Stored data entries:

----------------

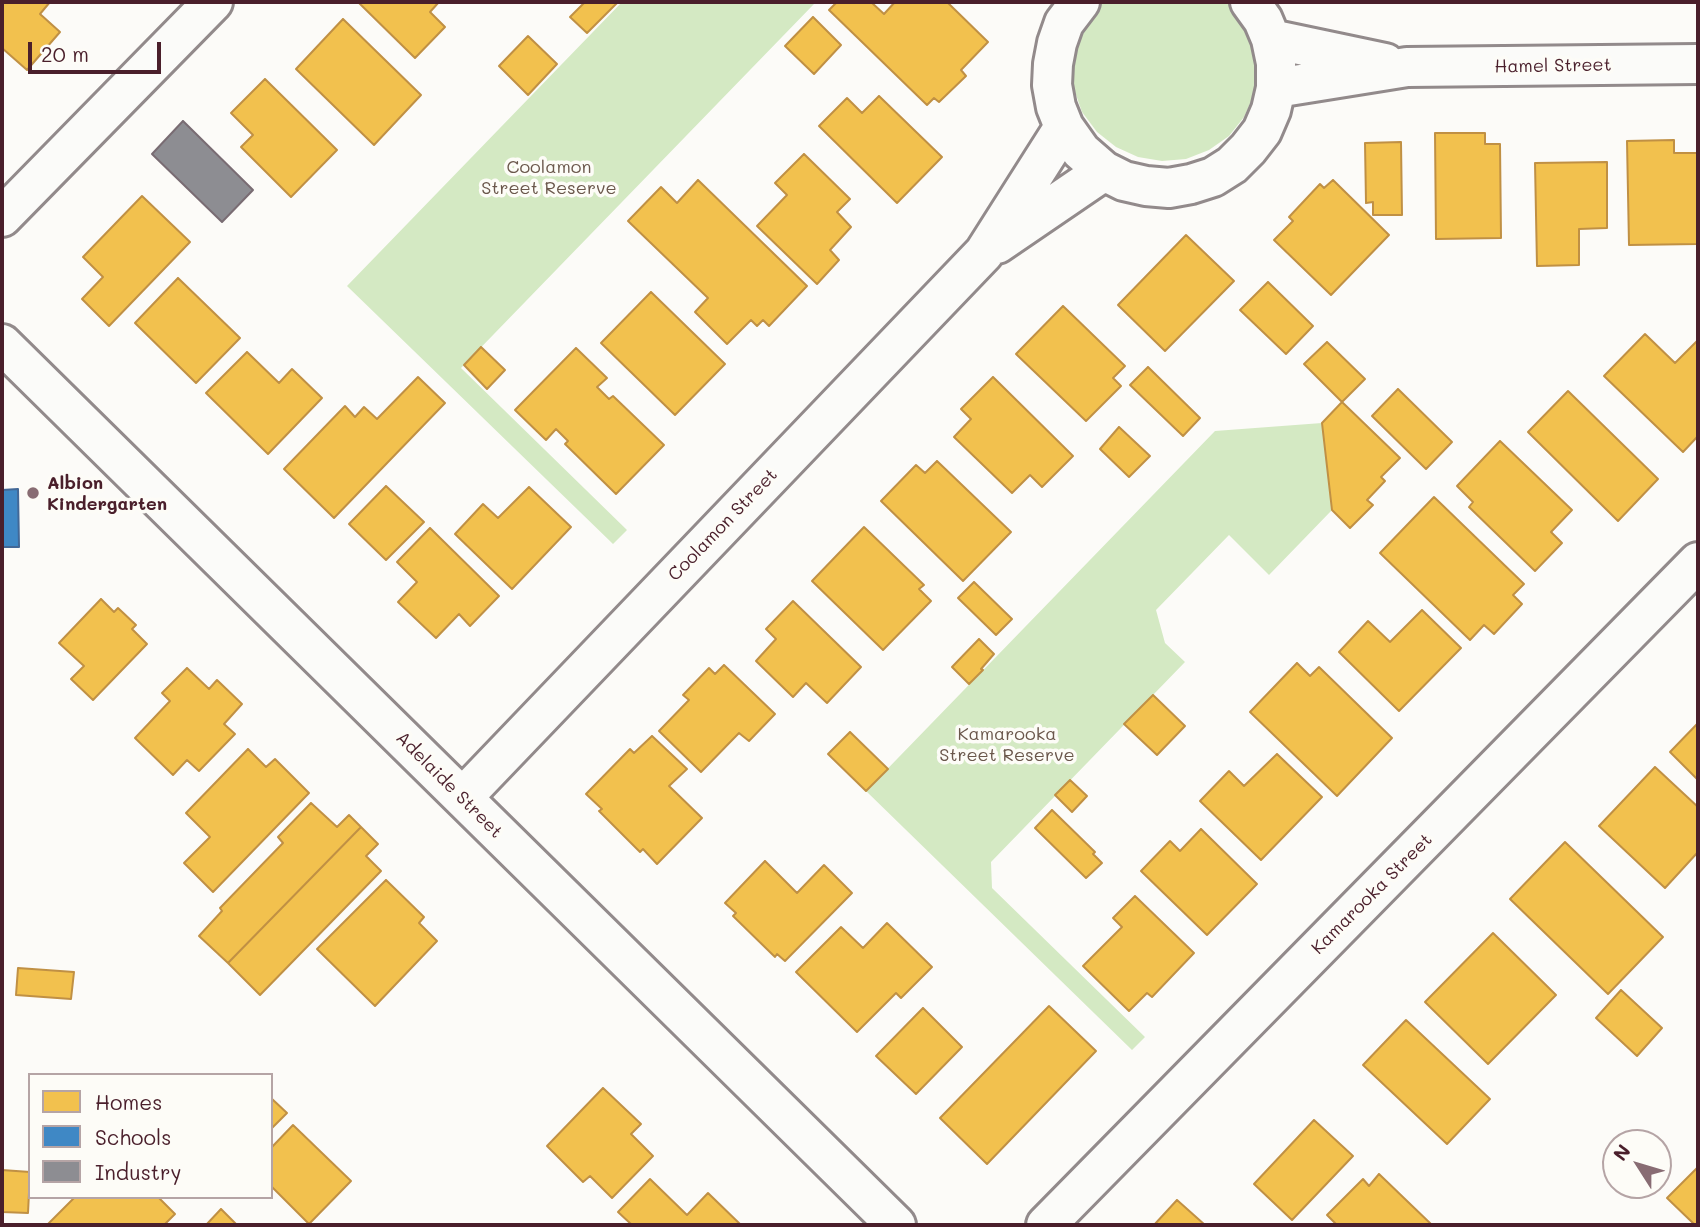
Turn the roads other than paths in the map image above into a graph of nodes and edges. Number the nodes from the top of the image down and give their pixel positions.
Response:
1 (213, 2) edge
2 (1080, 2) edge
3 (1250, 2) edge
4 (1271, 39) junction
5 (1698, 64) edge
6 (1407, 67) junction
7 (1276, 88) junction
8 (1064, 127) junction
9 (1104, 171) junction
10 (2, 217) edge
11 (984, 254) junction
12 (2, 344) edge
13 (1698, 562) edge
14 (463, 797) junction
15 (896, 1225) edge
16 (1046, 1225) edge

1 - 10 street
2 - 8 street
3 - 4 street
4 - 6 street, Hamel Street
4 - 7 street
5 - 6 street, Hamel Street
6 - 7 street, Hamel Street
7 - 9 street
8 - 9 street
8 - 11 street, Coolamon Street
9 - 11 street, Coolamon Street
11 - 14 street, Coolamon Street
12 - 14 street, Adelaide Street
13 - 16 street, Kamarooka Street
14 - 15 street, Adelaide Street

----------------

◆ EXERCISE DESCRIPTION:
Transcribe the records above exactly and drop every picture.

◆ ANSWER BOX:
Turn the roads other than paths in the map image above into a graph of nodes and edges. Number the nodes from the top of the image down and give their pixel positions.
Response:
1 (213, 2) edge
2 (1080, 2) edge
3 (1250, 2) edge
4 (1271, 39) junction
5 (1698, 64) edge
6 (1407, 67) junction
7 (1276, 88) junction
8 (1064, 127) junction
9 (1104, 171) junction
10 (2, 217) edge
11 (984, 254) junction
12 (2, 344) edge
13 (1698, 562) edge
14 (463, 797) junction
15 (896, 1225) edge
16 (1046, 1225) edge

1 - 10 street
2 - 8 street
3 - 4 street
4 - 6 street, Hamel Street
4 - 7 street
5 - 6 street, Hamel Street
6 - 7 street, Hamel Street
7 - 9 street
8 - 9 street
8 - 11 street, Coolamon Street
9 - 11 street, Coolamon Street
11 - 14 street, Coolamon Street
12 - 14 street, Adelaide Street
13 - 16 street, Kamarooka Street
14 - 15 street, Adelaide Street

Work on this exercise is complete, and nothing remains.